A woman with a child in her arms sat on a rude couch. Her lips were clinging to the infant’s forehead. At the sound of my footsteps she raised her head.

“Ah!” she said, and, trembling, rose to her feet. She was fair-haired and strong, if sad, of face. Perhaps she never had been beautiful, but in health her face must have been persistent in its charm. Even now it was something noble.

With that patronage of compassion which we use towards those who are unfortunate and humble, I was about to say to her, “My poor woman!” but there was something in her manner so above her rude surroundings that I was impelled to this instead: “Madam, you are ill. Can I be of service to you?”

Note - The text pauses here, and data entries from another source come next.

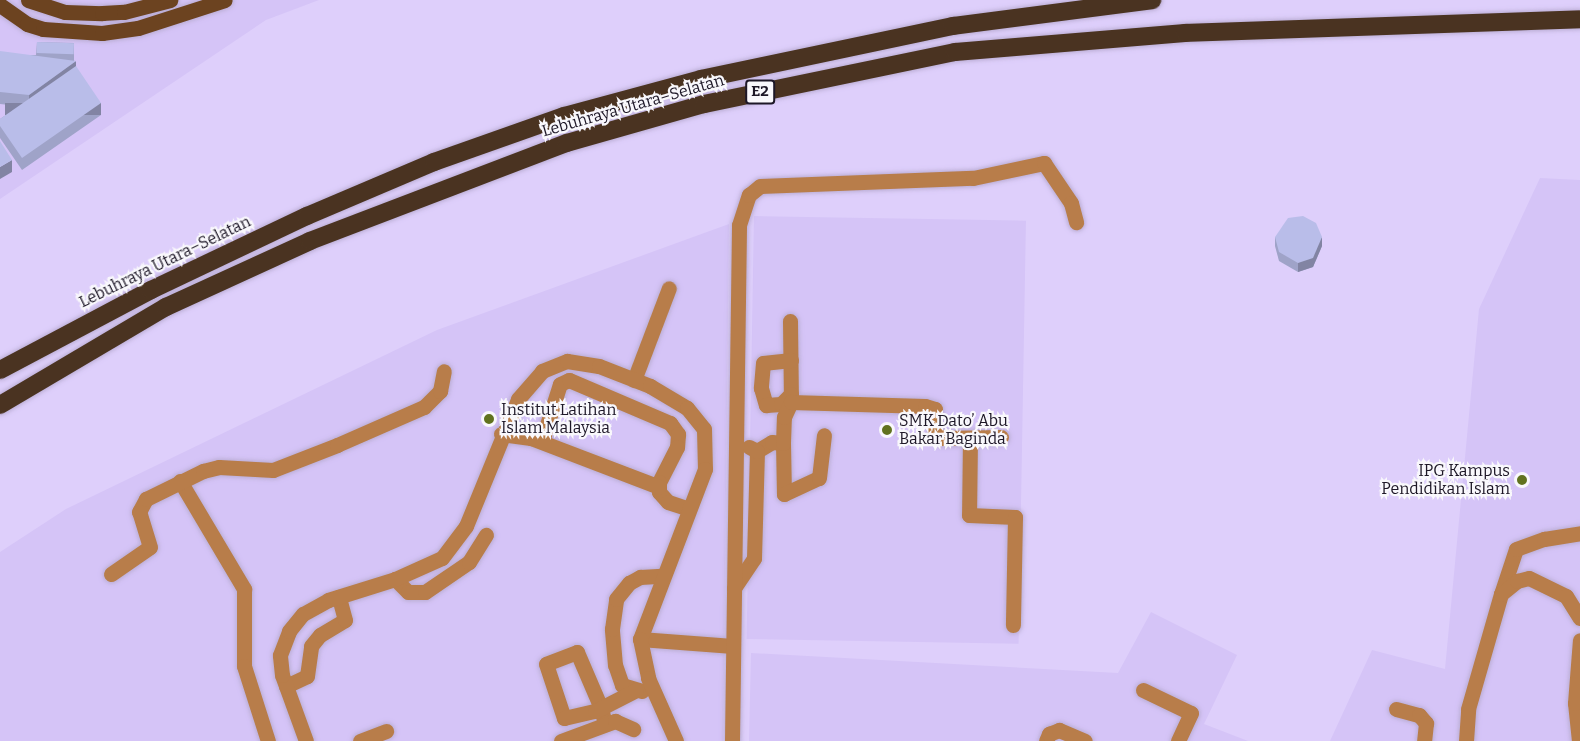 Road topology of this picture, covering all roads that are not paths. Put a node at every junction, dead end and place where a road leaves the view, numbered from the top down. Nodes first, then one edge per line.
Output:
1 (28, 0) edge
2 (170, 0) edge
3 (225, 0) edge
4 (1152, 0) edge
5 (0, 5) edge
6 (1580, 19) edge
7 (1076, 222) dead end
8 (669, 288) dead end
9 (790, 321) dead end
10 (791, 360) junction
11 (0, 370) edge
12 (444, 371) dead end
13 (634, 380) junction
14 (791, 398) junction
15 (0, 405) edge
16 (501, 434) junction
17 (824, 435) dead end
18 (1001, 437) dead end
19 (531, 438) junction
20 (970, 438) junction
21 (736, 440) junction
22 (783, 443) junction
23 (757, 451) junction
24 (180, 481) junction
25 (659, 487) junction
26 (689, 508) junction
27 (1580, 533) edge
28 (486, 534) dead end
29 (111, 573) dead end
30 (662, 576) junction
31 (395, 579) junction
32 (734, 588) junction
33 (1501, 594) junction
34 (339, 597) junction
35 (1580, 618) edge
36 (1013, 625) dead end
37 (640, 639) junction
38 (1580, 640) edge
39 (733, 646) junction
40 (1579, 677) edge
41 (286, 686) junction
42 (636, 690) junction
43 (1143, 690) dead end
44 (654, 692) junction
45 (1577, 703) edge
46 (601, 708) junction
47 (1396, 709) dead end
48 (605, 724) junction
49 (633, 729) dead end
50 (386, 731) dead end
51 (268, 741) edge
52 (306, 741) edge
53 (360, 741) edge
54 (561, 741) edge
55 (676, 741) edge
56 (732, 741) edge
57 (1046, 741) edge
58 (1085, 741) edge
59 (1178, 741) edge
60 (1424, 741) edge
61 (1466, 741) edge
62 (1579, 741) edge

1 - 2 main road
3 - 5 main road
4 - 11 highway, Lebuhraya Utara–Selatan / E2
6 - 15 highway, Lebuhraya Utara–Selatan / E2
7 - 21 street
8 - 13 street
9 - 10 street
10 - 14 street
10 - 14 street
12 - 24 street
13 - 16 street
13 - 26 street
14 - 20 street
14 - 22 street
16 - 19 street
16 - 31 street
17 - 22 street
18 - 20 street
19 - 25 street
19 - 25 street
20 - 36 street
21 - 23 street
21 - 32 street
22 - 23 street
23 - 32 street
24 - 29 street
24 - 51 street
25 - 26 street
26 - 30 street
27 - 33 street
28 - 31 street
30 - 37 street
30 - 42 street
31 - 34 street
32 - 39 street
33 - 35 street
33 - 61 street
34 - 41 street
34 - 41 street
37 - 39 street
37 - 44 street
38 - 40 street
39 - 56 street
40 - 45 street
41 - 52 street
42 - 44 street
42 - 46 street
43 - 59 street
44 - 55 street
45 - 62 street
46 - 46 street
46 - 48 street
47 - 60 street
48 - 49 street
48 - 54 street
50 - 53 street
57 - 58 street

Then I doffed my hat. I had not done so before, and I blushed now as I did it, for I saw that she had compelled me. She sank back upon the couch again as though the effort to achieve my courtesy had unnerved her, and she murmured simply and painfully: “Thank you very much: I have travelled far.”

“May I ask how far?”

“From Mount o’ Eden, two hundred miles and more, I think”; and her eyes sought the child’s face, while her cheek grew paler. She had lighted a tiny fire on the hearthstone and had put the kettle on the wood. Her eyes were upon it now with the covetousness of thirst and hunger. I kneeled, and put in the tin of water left behind by some other pilgrim, a handful of tea from the same source—the outcast and suffering giving to their kind. I poured out for her soon a little of the tea. Then I asked for her burden. She gave it to my arms—a wan, wise-faced child.

“Madam,” I said, “I am only a visitor here, but, if you feel able, and will come with me to the homestead, you shall, I know, find welcome and kindness, or, if you will wait, there are horses, and you shall be brought—yes, indeed,” I added, as she shook her head in sad negation, “you will be welcome.”

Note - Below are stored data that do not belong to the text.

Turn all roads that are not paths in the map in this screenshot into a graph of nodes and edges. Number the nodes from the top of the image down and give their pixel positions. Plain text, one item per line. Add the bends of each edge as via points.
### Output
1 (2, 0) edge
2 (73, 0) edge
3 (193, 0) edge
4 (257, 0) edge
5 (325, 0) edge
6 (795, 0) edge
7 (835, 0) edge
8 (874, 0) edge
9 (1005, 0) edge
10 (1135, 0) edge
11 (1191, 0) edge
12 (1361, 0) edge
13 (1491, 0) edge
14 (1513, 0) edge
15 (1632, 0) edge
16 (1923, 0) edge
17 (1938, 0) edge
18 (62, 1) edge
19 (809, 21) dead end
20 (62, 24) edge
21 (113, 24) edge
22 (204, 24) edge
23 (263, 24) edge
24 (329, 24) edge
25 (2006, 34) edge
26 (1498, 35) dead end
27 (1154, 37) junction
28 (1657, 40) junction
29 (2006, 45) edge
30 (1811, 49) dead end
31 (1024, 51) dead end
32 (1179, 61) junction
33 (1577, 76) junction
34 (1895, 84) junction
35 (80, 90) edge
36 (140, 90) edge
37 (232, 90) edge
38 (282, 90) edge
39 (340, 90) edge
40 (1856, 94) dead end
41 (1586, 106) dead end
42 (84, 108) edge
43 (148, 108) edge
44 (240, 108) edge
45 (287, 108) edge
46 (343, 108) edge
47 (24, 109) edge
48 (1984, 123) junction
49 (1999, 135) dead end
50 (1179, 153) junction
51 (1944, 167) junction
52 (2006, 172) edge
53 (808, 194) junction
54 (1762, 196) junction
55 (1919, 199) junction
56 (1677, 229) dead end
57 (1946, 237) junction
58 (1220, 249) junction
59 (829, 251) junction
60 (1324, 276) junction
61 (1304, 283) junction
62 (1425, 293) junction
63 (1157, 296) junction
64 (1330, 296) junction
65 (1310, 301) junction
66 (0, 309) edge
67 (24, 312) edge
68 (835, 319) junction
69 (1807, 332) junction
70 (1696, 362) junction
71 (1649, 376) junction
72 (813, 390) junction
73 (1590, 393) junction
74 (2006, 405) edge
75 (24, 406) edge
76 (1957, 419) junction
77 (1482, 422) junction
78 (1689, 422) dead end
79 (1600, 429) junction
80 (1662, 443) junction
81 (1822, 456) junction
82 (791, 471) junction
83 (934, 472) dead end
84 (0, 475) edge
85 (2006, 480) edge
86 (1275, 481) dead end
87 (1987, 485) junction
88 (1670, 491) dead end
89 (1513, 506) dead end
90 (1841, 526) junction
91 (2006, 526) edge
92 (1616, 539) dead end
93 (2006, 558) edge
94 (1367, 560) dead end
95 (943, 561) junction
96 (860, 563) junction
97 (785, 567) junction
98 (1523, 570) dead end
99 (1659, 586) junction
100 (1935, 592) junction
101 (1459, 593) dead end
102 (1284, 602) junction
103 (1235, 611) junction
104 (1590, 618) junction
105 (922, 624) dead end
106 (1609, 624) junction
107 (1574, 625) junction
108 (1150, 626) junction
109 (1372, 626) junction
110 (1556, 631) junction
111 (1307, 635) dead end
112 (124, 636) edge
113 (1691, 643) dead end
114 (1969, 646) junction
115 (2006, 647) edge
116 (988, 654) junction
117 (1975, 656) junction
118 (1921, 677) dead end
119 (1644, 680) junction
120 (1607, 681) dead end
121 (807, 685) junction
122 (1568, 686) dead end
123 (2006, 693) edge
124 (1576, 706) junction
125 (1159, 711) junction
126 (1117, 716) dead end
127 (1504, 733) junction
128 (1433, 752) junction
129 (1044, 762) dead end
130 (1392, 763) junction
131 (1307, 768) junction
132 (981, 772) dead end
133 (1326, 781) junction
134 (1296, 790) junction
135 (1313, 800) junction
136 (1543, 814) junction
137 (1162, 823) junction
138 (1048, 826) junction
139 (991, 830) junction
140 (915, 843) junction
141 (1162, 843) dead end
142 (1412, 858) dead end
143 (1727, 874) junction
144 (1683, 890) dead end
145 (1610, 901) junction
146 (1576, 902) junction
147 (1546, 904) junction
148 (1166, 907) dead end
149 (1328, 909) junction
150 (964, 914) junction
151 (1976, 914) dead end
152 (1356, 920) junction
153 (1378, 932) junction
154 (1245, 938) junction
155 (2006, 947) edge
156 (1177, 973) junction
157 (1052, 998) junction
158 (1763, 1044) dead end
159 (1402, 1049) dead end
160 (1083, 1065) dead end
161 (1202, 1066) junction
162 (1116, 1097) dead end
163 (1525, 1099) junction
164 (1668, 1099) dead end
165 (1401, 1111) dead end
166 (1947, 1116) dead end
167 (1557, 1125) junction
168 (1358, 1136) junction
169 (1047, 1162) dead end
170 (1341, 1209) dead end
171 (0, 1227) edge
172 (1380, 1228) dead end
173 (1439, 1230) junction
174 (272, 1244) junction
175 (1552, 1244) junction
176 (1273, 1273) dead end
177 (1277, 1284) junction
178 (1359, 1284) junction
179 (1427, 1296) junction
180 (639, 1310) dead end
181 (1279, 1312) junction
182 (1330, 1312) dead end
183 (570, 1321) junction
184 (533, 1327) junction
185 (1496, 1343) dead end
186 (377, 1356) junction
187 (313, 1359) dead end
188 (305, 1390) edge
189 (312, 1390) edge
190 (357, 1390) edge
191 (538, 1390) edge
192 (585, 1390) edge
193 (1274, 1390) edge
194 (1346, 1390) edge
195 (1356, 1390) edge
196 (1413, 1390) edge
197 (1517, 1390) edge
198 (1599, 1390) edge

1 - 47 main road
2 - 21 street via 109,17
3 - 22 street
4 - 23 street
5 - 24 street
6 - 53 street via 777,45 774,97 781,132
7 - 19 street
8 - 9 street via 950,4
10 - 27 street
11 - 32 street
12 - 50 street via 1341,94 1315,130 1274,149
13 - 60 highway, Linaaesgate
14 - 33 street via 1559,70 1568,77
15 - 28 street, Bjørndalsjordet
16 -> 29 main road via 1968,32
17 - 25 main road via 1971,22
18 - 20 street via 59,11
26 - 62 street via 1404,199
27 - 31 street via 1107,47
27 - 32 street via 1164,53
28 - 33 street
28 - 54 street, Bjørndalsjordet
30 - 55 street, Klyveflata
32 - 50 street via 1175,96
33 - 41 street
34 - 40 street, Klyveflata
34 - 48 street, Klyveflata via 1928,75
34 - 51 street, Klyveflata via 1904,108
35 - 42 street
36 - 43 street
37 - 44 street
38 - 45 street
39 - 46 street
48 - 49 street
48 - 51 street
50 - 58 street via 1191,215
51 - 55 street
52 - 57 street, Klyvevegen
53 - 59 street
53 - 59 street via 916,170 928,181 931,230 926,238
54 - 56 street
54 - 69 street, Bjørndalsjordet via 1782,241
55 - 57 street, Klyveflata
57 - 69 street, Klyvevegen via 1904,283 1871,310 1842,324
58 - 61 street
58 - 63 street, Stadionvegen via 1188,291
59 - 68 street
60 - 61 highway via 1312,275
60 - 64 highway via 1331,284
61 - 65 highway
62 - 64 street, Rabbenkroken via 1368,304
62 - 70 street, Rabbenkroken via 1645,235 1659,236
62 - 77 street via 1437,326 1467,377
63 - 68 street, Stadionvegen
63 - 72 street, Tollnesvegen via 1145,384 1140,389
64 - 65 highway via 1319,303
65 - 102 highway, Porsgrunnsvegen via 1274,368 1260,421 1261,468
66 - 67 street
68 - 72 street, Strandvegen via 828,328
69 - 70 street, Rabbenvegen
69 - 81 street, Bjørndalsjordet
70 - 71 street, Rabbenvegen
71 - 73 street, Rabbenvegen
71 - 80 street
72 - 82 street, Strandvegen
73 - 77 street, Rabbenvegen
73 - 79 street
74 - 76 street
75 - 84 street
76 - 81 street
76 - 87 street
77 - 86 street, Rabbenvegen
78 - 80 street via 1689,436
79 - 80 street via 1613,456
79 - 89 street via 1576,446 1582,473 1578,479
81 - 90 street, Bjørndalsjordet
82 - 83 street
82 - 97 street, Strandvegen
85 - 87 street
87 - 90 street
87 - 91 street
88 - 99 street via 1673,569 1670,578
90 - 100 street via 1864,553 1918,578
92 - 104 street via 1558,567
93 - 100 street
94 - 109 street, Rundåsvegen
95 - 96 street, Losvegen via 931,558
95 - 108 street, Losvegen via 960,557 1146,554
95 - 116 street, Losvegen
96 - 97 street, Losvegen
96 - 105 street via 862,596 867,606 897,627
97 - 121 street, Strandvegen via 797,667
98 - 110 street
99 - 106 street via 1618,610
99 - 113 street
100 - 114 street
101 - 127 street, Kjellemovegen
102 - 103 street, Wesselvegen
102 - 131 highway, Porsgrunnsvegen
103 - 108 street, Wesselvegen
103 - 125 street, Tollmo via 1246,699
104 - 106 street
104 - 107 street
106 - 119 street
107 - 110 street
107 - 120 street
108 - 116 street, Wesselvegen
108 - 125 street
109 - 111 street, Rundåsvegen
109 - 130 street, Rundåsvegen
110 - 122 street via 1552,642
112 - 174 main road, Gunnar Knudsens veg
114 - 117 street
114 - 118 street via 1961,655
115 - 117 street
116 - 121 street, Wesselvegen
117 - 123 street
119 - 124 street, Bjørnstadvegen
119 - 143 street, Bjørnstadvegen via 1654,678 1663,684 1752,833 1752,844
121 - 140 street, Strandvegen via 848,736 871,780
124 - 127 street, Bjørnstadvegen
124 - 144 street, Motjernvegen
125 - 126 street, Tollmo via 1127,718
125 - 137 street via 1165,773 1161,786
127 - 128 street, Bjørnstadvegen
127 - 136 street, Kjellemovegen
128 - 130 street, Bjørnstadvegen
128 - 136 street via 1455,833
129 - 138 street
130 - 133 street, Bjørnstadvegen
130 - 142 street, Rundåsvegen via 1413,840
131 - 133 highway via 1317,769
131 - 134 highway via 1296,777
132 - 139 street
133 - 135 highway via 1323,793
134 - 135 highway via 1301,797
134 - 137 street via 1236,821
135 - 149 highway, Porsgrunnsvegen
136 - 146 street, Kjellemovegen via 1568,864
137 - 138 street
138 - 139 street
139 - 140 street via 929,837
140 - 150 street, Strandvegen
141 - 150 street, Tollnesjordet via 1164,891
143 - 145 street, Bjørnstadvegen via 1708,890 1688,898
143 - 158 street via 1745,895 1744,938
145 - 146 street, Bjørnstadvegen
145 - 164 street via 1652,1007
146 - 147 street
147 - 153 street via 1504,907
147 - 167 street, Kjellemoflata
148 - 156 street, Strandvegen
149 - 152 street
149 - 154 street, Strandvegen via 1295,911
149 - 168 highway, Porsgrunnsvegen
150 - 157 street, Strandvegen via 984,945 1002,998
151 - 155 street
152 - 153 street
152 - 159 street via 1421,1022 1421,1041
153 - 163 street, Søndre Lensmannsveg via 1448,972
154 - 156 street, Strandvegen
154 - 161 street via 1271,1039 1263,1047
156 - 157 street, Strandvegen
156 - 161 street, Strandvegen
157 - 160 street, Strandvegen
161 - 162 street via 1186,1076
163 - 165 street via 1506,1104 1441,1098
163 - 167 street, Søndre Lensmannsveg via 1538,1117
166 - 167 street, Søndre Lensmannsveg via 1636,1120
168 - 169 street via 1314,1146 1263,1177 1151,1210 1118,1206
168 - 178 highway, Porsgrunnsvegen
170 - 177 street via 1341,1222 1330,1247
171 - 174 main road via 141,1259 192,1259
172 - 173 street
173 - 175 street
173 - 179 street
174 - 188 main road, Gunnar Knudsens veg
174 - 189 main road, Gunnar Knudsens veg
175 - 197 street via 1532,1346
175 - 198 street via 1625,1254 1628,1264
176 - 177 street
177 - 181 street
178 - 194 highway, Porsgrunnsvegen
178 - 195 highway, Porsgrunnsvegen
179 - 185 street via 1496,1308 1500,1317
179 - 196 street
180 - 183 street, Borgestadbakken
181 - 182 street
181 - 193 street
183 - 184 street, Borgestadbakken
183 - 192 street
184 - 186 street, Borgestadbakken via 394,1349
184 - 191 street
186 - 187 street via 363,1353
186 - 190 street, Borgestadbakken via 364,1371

I was sure that, whatever ill chances had befallen the mother of this child, she was one of those who are found in the sight of the Perfect Justice sworn for by the angels. I knew also that Glenn would see that she should be cordially sheltered and brought back to health; for men like Glenn, I said to myself, are kinder in their thought of suffering women than women themselves-are kinder, juster, and less prone to think evil.